DATA PROVIDED Block Start
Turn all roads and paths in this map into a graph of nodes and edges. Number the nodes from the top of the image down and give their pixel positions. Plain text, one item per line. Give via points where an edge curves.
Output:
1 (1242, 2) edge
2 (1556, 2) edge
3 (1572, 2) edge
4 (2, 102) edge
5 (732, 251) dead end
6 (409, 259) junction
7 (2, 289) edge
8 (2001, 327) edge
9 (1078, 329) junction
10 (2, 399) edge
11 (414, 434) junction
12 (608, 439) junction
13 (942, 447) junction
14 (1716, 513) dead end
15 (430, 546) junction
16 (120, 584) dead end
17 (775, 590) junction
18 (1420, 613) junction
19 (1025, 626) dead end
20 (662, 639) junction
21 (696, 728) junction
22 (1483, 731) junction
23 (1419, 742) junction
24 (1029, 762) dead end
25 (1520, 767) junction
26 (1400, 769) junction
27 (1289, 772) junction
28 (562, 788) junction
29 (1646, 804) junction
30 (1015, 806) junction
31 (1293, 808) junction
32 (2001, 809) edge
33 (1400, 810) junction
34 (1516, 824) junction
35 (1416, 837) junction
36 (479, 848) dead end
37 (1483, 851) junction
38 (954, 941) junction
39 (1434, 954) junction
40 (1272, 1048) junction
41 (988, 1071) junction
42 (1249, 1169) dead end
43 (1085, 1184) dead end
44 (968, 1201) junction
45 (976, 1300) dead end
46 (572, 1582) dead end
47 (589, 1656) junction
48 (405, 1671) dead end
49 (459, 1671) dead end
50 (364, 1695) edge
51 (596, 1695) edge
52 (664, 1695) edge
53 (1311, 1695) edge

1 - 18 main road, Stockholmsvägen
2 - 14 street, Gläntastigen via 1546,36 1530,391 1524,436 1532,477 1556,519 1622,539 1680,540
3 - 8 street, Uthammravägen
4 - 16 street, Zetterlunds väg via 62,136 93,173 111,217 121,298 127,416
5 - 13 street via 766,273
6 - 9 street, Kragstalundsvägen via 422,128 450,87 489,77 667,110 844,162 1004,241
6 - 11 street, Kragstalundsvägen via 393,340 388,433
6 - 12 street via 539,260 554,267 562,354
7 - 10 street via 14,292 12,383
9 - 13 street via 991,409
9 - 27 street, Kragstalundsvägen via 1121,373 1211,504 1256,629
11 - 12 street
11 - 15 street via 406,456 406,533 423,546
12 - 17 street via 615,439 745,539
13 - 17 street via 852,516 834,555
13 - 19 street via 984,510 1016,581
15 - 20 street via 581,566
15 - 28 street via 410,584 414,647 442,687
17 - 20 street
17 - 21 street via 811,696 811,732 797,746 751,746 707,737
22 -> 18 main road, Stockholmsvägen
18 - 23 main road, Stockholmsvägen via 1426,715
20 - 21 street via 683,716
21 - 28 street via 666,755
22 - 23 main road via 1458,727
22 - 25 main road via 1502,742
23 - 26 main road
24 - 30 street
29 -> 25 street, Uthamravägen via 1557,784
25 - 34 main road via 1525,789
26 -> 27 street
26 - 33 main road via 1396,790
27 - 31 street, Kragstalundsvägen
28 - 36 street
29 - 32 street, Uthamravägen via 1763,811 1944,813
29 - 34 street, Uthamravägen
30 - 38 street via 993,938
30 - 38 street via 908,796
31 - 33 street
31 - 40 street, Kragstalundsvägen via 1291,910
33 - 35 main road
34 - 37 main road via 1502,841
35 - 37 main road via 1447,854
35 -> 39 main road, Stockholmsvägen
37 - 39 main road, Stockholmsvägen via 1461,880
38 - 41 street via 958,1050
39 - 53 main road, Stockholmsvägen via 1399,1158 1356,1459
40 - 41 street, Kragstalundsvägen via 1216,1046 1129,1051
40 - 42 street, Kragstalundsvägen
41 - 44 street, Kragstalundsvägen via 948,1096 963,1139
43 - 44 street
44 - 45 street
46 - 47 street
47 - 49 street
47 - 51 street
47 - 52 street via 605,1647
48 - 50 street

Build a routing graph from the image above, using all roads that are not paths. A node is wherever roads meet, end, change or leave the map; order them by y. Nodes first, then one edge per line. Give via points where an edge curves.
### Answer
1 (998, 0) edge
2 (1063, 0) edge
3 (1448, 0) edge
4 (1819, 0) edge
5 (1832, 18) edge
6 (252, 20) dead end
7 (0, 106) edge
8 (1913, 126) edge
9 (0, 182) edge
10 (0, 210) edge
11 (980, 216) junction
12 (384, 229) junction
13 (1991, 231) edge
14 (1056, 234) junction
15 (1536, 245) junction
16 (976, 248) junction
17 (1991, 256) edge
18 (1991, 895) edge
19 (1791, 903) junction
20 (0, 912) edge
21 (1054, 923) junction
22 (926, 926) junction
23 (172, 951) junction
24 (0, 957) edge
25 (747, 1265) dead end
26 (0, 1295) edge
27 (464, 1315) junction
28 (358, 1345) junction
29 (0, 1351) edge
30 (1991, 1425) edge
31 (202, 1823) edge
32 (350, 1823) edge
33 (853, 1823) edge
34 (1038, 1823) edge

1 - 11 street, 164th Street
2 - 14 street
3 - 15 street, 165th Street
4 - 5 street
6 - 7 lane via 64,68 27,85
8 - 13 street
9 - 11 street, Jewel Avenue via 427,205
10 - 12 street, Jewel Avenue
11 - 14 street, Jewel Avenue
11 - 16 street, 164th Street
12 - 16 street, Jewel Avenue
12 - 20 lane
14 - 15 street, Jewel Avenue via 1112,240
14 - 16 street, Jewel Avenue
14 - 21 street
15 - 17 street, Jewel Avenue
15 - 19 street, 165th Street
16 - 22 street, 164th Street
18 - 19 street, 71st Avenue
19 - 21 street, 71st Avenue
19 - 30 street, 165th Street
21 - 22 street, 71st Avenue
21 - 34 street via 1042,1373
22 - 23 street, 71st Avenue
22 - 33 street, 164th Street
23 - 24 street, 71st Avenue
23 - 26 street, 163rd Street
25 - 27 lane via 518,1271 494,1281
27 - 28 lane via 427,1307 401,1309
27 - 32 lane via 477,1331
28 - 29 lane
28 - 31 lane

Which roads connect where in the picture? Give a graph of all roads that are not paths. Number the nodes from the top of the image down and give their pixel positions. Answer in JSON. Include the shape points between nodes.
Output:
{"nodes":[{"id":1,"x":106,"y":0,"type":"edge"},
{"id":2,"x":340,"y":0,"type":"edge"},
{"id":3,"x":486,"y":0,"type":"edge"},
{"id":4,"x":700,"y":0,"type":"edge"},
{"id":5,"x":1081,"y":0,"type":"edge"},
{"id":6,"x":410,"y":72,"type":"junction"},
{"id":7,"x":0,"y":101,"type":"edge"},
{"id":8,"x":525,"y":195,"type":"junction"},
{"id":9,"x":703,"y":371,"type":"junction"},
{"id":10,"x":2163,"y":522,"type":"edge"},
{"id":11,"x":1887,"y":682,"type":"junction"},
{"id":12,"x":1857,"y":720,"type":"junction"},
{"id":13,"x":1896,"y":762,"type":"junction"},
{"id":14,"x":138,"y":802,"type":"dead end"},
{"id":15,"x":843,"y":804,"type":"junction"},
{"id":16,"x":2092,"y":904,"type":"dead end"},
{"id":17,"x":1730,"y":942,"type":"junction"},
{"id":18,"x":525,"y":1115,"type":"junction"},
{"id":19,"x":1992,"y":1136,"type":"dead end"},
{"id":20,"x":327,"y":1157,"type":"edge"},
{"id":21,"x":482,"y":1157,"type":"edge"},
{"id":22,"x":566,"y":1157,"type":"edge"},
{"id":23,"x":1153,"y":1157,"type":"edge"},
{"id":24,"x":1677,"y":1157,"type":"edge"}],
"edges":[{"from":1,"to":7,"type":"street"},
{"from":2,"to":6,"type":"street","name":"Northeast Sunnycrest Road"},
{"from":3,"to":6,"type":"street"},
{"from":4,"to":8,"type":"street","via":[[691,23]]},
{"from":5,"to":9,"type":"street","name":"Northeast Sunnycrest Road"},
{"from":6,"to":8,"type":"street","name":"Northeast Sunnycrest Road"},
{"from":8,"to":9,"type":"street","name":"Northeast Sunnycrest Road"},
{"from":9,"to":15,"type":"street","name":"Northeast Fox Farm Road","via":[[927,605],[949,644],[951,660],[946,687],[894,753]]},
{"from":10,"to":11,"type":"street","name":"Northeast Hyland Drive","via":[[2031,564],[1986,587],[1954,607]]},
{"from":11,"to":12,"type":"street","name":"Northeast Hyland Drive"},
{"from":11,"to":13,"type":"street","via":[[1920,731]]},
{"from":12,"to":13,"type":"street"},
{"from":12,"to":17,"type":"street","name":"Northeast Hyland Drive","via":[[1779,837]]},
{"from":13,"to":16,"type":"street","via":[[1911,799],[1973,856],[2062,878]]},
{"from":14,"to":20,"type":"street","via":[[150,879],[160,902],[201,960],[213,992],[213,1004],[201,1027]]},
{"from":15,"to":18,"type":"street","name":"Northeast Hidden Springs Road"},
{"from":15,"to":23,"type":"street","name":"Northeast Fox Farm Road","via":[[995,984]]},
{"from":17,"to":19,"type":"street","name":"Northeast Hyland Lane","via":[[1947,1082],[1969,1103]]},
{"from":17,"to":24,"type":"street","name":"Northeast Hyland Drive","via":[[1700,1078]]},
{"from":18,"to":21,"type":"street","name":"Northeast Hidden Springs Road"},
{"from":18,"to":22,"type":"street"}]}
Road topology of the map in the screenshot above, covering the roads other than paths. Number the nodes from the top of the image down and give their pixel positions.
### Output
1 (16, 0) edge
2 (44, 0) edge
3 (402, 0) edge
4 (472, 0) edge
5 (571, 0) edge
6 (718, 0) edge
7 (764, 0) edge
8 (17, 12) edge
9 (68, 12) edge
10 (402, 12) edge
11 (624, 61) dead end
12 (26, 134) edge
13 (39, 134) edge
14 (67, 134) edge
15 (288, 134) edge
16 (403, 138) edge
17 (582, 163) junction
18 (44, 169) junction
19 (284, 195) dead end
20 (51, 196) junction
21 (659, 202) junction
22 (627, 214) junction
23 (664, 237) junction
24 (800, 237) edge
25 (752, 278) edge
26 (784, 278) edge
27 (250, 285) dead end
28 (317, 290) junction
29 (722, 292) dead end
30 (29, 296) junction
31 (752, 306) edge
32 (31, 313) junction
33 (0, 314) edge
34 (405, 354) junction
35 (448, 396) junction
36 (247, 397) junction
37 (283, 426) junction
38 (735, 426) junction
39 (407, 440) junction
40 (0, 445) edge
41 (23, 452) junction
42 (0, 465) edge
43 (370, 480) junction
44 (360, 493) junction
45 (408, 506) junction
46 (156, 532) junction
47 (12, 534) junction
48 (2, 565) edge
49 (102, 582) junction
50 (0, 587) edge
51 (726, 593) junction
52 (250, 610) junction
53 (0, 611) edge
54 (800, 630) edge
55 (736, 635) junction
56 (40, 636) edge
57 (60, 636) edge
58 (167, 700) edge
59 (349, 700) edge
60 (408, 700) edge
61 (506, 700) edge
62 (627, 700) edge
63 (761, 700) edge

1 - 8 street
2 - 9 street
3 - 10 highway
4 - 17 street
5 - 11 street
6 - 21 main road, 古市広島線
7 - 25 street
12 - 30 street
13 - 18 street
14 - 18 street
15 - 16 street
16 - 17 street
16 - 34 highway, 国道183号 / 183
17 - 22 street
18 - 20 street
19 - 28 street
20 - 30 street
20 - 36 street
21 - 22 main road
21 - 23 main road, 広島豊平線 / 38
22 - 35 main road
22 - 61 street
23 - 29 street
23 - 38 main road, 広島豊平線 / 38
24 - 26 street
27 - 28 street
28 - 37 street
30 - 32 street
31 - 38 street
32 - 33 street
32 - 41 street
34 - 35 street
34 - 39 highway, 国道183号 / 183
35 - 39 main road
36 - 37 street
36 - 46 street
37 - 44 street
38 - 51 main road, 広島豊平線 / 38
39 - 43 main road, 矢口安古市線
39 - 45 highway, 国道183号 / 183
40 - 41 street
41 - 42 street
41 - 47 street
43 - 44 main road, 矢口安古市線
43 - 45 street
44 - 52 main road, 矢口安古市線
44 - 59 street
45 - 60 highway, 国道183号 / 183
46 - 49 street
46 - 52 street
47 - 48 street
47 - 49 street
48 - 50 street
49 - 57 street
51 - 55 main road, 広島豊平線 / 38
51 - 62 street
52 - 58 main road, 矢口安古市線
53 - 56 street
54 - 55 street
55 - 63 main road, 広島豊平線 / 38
DATA PROVIDED Block End
**WHAT YOU HAVE TO DO:**
Which lines in the data hold the string "Farm"? Copy each of them.

**RESULT FOR THIS EXERCISE:**
{"from":9,"to":15,"type":"street","name":"Northeast Fox Farm Road","via":[[927,605],[949,644],[951,660],[946,687],[894,753]]},
{"from":15,"to":23,"type":"street","name":"Northeast Fox Farm Road","via":[[995,984]]},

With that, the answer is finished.